Many of those who participated in the survey believe that some real estate coaches take advantage of real estate agents.

“They all prey on our fears and insecurities,” one said. “Sometimes that HELPS us grow, and sometimes it’s just parasitic.”

Many coaches don’t have adequate experience (if any) as real estate agents, teach outdated or cookie-cutter business tactics, or induct clients into “cults,” grumbled other knockers.

“Most have never sold a home in their lives,” jabbed one participant. “And if they did it was in a whole different market.”

“I am better than the coach I hired,” declared another.

Respondents listed similar reasons for quitting coaching, but other deal-breakers included demonstrating a lack of commitment and running out of things to teach.

“It became repetitive and predictable once the fundamentals were learned,” offered one participant.
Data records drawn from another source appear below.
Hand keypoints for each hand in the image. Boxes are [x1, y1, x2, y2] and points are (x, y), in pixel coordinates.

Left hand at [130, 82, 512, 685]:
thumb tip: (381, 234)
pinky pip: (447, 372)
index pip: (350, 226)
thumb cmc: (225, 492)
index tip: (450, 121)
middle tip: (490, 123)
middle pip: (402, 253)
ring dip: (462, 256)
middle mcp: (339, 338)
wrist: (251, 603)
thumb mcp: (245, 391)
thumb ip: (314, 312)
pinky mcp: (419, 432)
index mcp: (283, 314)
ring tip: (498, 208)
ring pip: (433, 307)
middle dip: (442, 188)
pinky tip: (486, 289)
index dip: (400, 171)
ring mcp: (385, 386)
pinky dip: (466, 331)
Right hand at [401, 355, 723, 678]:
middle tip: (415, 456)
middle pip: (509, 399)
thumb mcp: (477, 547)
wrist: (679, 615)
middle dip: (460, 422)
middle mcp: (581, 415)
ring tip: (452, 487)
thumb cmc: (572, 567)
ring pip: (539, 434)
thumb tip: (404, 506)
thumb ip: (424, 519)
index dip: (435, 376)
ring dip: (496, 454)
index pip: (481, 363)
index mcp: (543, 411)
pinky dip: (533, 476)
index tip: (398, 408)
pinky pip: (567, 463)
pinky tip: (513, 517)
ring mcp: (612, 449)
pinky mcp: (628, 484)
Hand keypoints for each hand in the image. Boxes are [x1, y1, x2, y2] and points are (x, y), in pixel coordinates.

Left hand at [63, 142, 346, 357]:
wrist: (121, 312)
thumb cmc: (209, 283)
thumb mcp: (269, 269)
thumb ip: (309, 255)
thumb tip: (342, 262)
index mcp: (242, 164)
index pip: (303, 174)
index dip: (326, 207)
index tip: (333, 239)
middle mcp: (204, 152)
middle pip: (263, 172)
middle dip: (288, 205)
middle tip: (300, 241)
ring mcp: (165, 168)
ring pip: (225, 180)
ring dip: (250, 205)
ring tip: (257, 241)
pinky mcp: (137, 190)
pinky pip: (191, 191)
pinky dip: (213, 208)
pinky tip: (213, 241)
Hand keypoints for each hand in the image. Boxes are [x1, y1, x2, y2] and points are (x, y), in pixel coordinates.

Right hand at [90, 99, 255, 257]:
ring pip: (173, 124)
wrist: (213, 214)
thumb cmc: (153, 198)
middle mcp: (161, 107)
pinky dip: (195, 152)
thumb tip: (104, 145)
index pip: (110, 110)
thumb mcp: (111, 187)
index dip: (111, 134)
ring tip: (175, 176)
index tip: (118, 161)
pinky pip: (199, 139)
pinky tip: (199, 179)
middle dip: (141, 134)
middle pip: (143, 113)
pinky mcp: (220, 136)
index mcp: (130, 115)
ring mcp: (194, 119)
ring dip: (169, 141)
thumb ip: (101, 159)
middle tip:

Stale advice may cause some agents to drop coaches, but it spurs others to search out new ones.

“It’s important to switch up your coach to force new methods and keep your business evolving,” advised one respondent.
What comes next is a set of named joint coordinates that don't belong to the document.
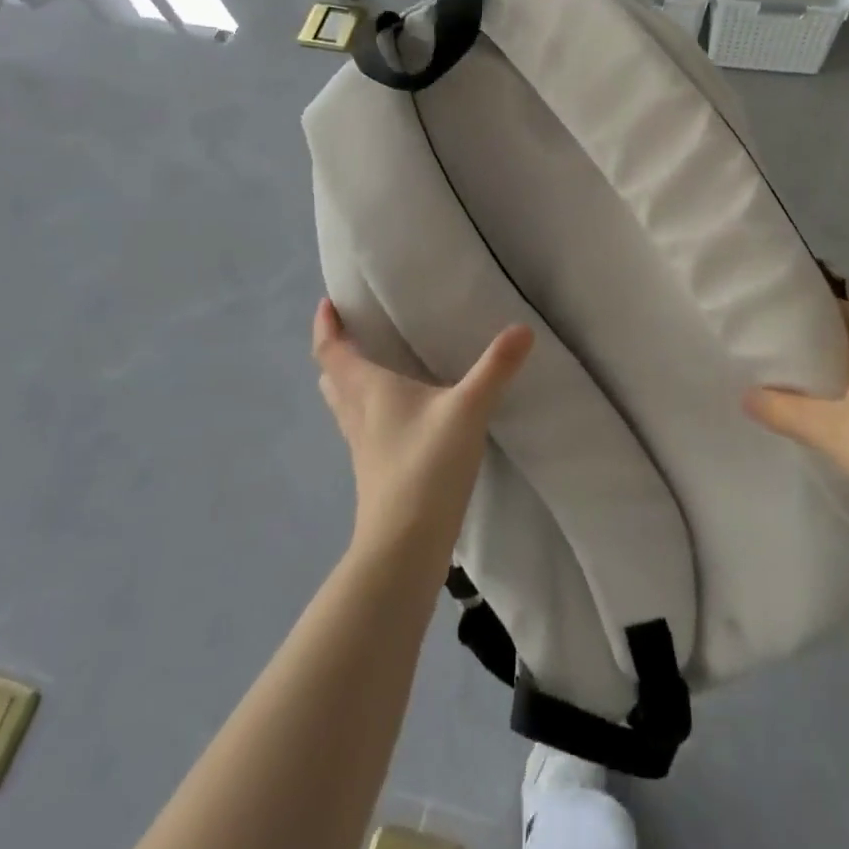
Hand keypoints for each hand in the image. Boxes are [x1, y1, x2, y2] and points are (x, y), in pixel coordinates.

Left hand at [312, 299, 532, 564]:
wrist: (404, 545)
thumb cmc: (426, 465)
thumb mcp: (467, 409)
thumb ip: (495, 368)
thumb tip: (522, 328)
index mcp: (369, 389)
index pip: (332, 350)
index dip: (326, 325)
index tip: (327, 303)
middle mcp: (358, 413)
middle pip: (333, 376)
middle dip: (337, 352)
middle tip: (353, 332)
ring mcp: (362, 446)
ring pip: (344, 404)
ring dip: (349, 381)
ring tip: (372, 366)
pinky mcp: (374, 470)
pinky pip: (362, 427)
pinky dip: (369, 409)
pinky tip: (398, 415)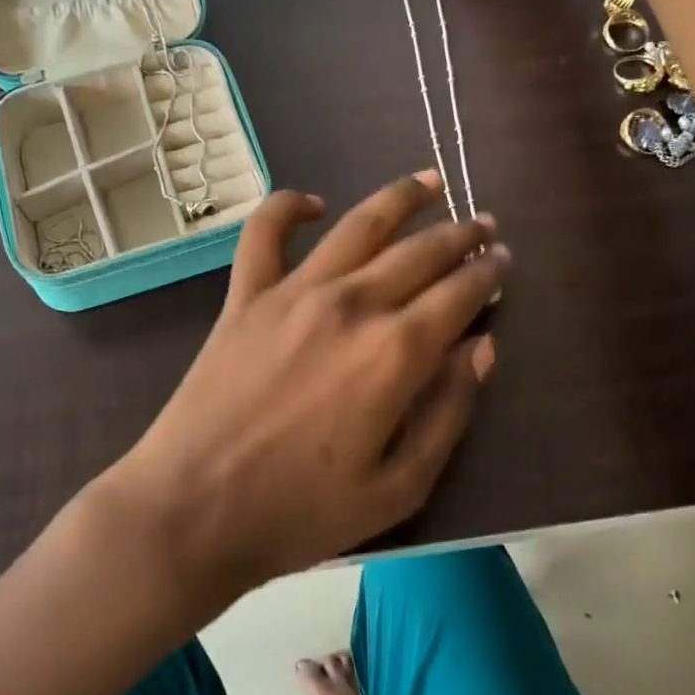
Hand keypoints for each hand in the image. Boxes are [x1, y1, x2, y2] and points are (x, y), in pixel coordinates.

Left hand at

Real estate agents commonly jump between real estate coaches, with plenty of respondents indicating that they’ve worked with at least three.

Some real estate agents drop their coaches for new ones because they feel like they’re being treated too harshly.

“Previous one was a drill sergeant,” said one respondent. “I need a cheerleader.”

Others wanted to switch things up the other way around.

“Needed a little more [prodding] … Buffini is too soft for me,” said one respondent, explaining their decision to switch from Brian Buffini to Mike Ferry — both of whom run coaching companies that have trained legions of agents.

But with all the nitpicking about the approaches taken by individual coaches, many agreed that the effectiveness of the advice proffered also depends on the student’s level of commitment.

In fact, about 72 percent of respondents said that the payoff of coaching depends most on the agent’s level of commitment. Only about a quarter said the quality of coaching had the greatest impact on its effectiveness. One percent said cost of program was the biggest factor.

Nonetheless, the quality of coaching obviously matters.

So how do you find the right one?

Respondents said they chose their coaches over others based on criteria including experience, ideas, personality, passion, authenticity and charisma.

Drawing on these enviable qualities, real estate coaches must find ways to motivate their clients to make things happen. They do this most often by inspiring (51 percent) and encouraging (47 percent), hardly ever by browbeating (3 percent), according to the survey.

Respondents were most likely to have found their coaches through a colleague (53 percent), followed by online search (20 percent) and advertisements (16 percent).

Real estate coaching doesn’t always involve regularly hashing it out in calls or meetings. Some coaching can take place in a one-off session or event, as with seminars or training courses.

But nearly all respondents said they receive regular counseling from their coaches, with 95 percent indicating that they talk to their coaches either once a week (45 percent) or twice a month (49 percent).

Sessions rarely involve face time, however. The vast majority of respondents (89 percent) said they usually speak to their coaches on the phone, not in person (11 percent).